Recorded information START

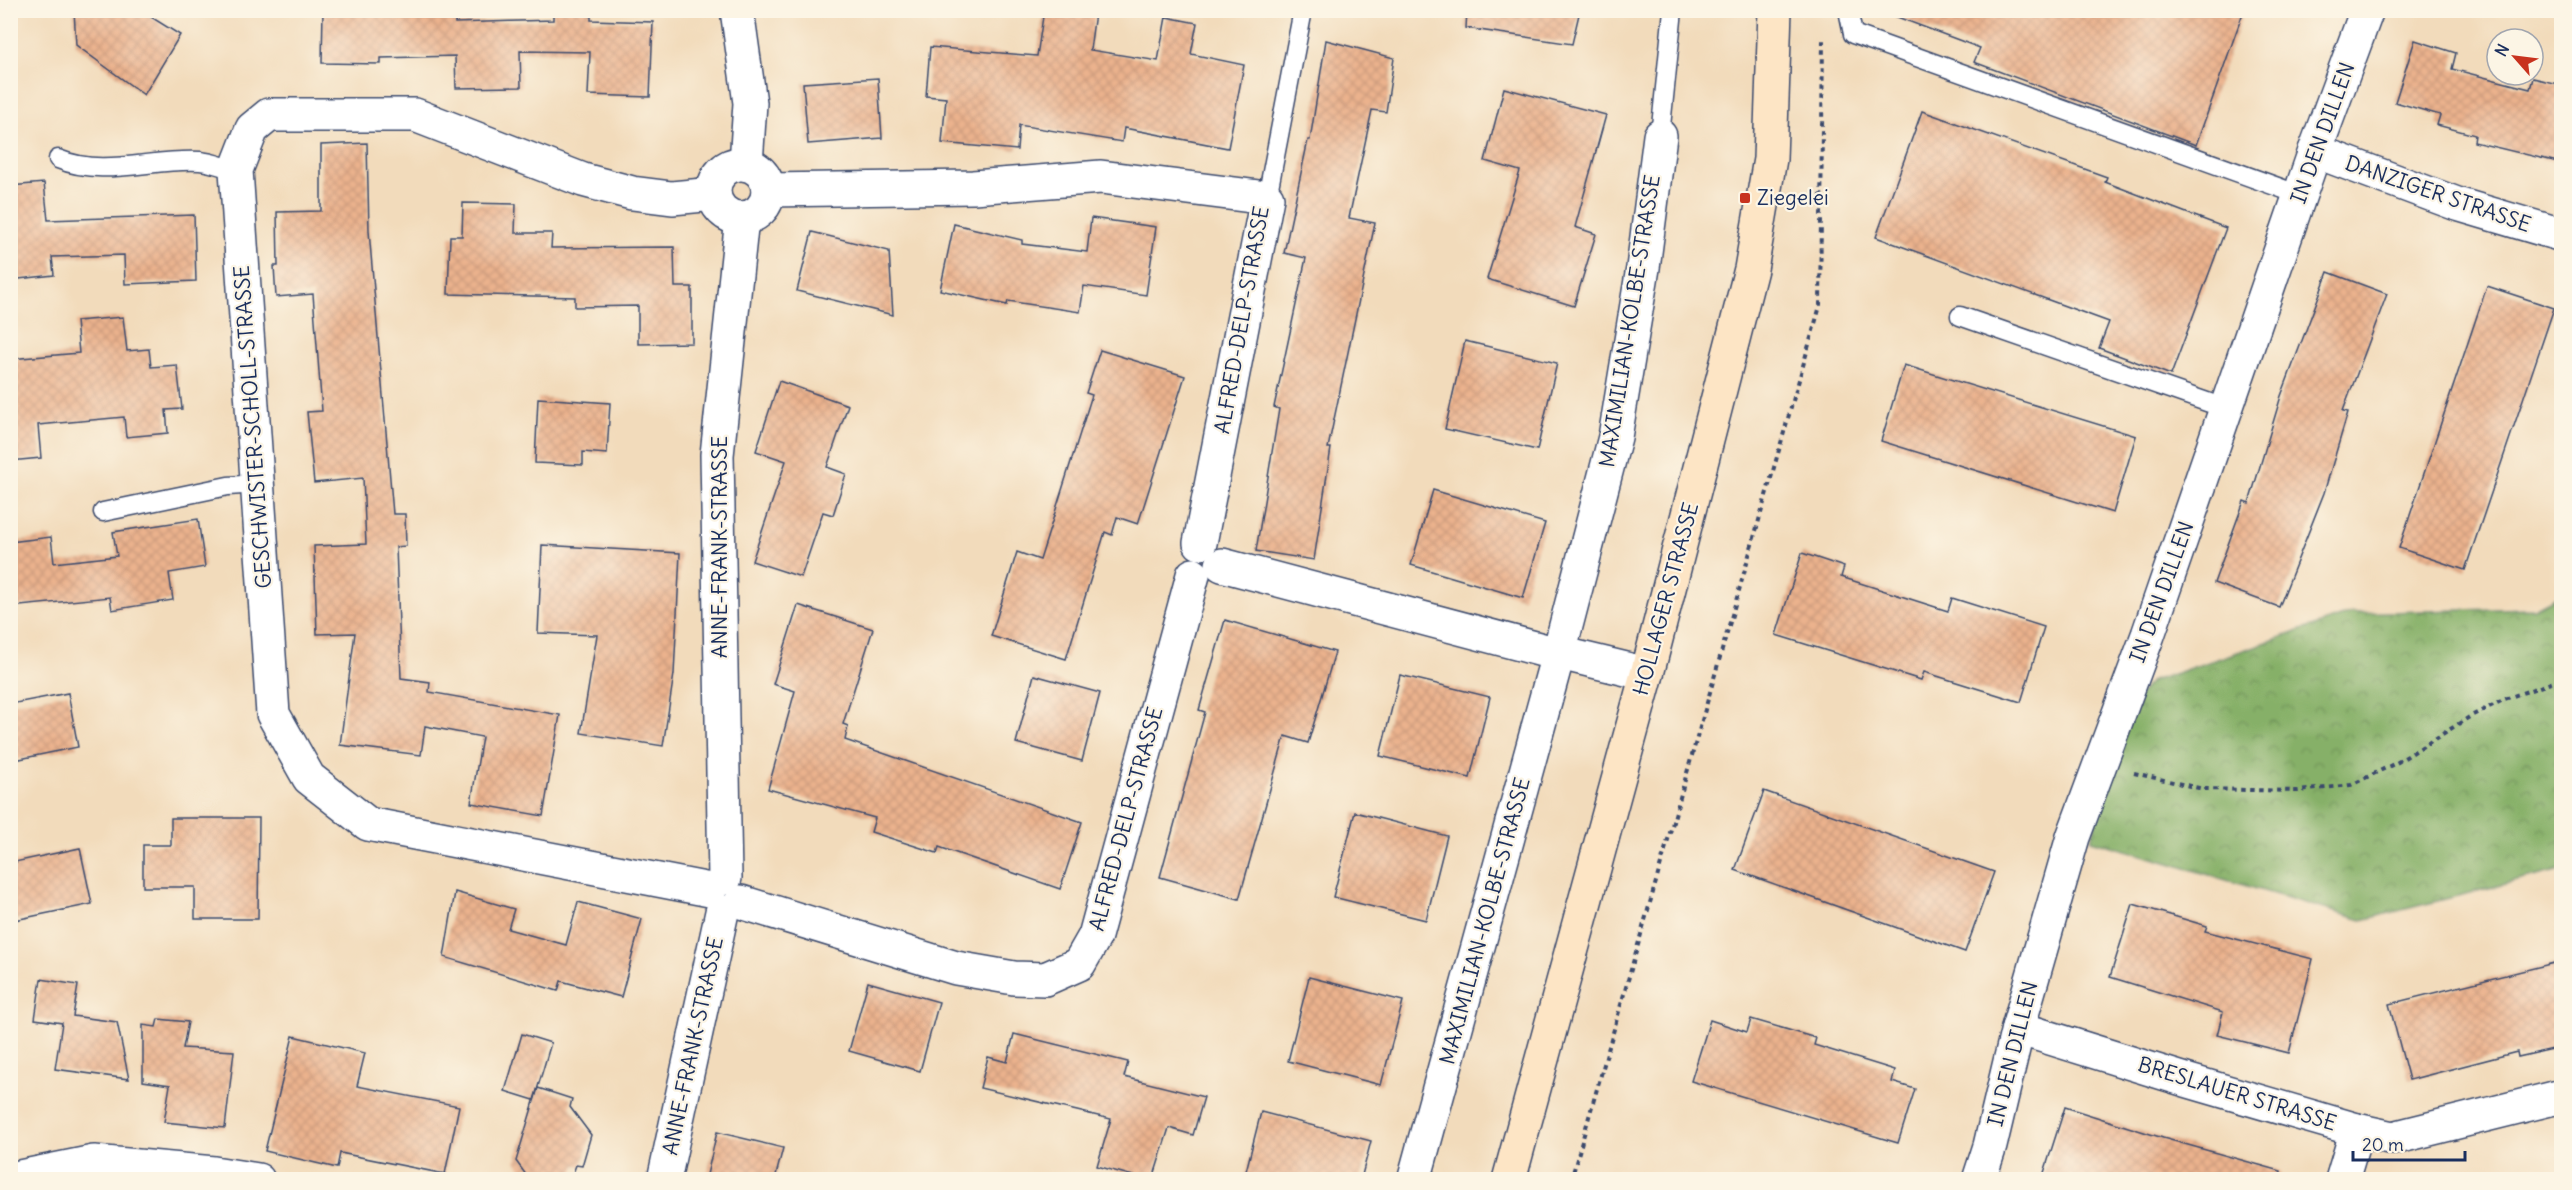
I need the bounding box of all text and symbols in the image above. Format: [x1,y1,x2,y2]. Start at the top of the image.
north arrow [2485,27,2545,87]
text: N [2490,40,2513,60]
street label: IN DEN DILLEN [2284,58,2361,207]
street label: DANZIGER STRASSE [2342,149,2535,238]
street label: MAXIMILIAN-KOLBE-STRASSE [1593,173,1666,469]
place label: Ziegelei [1757,184,1829,211]
marker: Ziegelei [1738,191,1752,205]
street label: ALFRED-DELP-STRASSE [1208,204,1275,436]
street label: GESCHWISTER-SCHOLL-STRASSE [228,265,277,590]
street label: ANNE-FRANK-STRASSE [706,436,733,658]
street label: HOLLAGER STRASSE [1627,499,1704,698]
street label: IN DEN DILLEN [2123,517,2200,666]
street label: ALFRED-DELP-STRASSE [1083,704,1168,934]
street label: MAXIMILIAN-KOLBE-STRASSE [1433,774,1536,1067]
street label: ANNE-FRANK-STRASSE [656,934,729,1158]
street label: IN DEN DILLEN [1981,978,2044,1129]
street label: BRESLAUER STRASSE [2135,1050,2340,1137]
scale bar [2353,1124,2466,1162]
text: 20 m [2362,1133,2404,1156]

Recorded information END

Activity:
Your task is to set down every entry exactly, leaving out any picture it contains.

Solution to this task:
I need the bounding box of all text and symbols in the image above. Format: [x1,y1,x2,y2]. Start at the top of the image.
north arrow [2485,27,2545,87]
text: N [2490,40,2513,60]
street label: IN DEN DILLEN [2284,58,2361,207]
street label: DANZIGER STRASSE [2342,149,2535,238]
street label: MAXIMILIAN-KOLBE-STRASSE [1593,173,1666,469]
place label: Ziegelei [1757,184,1829,211]
marker: Ziegelei [1738,191,1752,205]
street label: ALFRED-DELP-STRASSE [1208,204,1275,436]
street label: GESCHWISTER-SCHOLL-STRASSE [228,265,277,590]
street label: ANNE-FRANK-STRASSE [706,436,733,658]
street label: HOLLAGER STRASSE [1627,499,1704,698]
street label: IN DEN DILLEN [2123,517,2200,666]
street label: ALFRED-DELP-STRASSE [1083,704,1168,934]
street label: MAXIMILIAN-KOLBE-STRASSE [1433,774,1536,1067]
street label: ANNE-FRANK-STRASSE [656,934,729,1158]
street label: IN DEN DILLEN [1981,978,2044,1129]
street label: BRESLAUER STRASSE [2135,1050,2340,1137]
scale bar [2353,1124,2466,1162]
text: 20 m [2362,1133,2404,1156]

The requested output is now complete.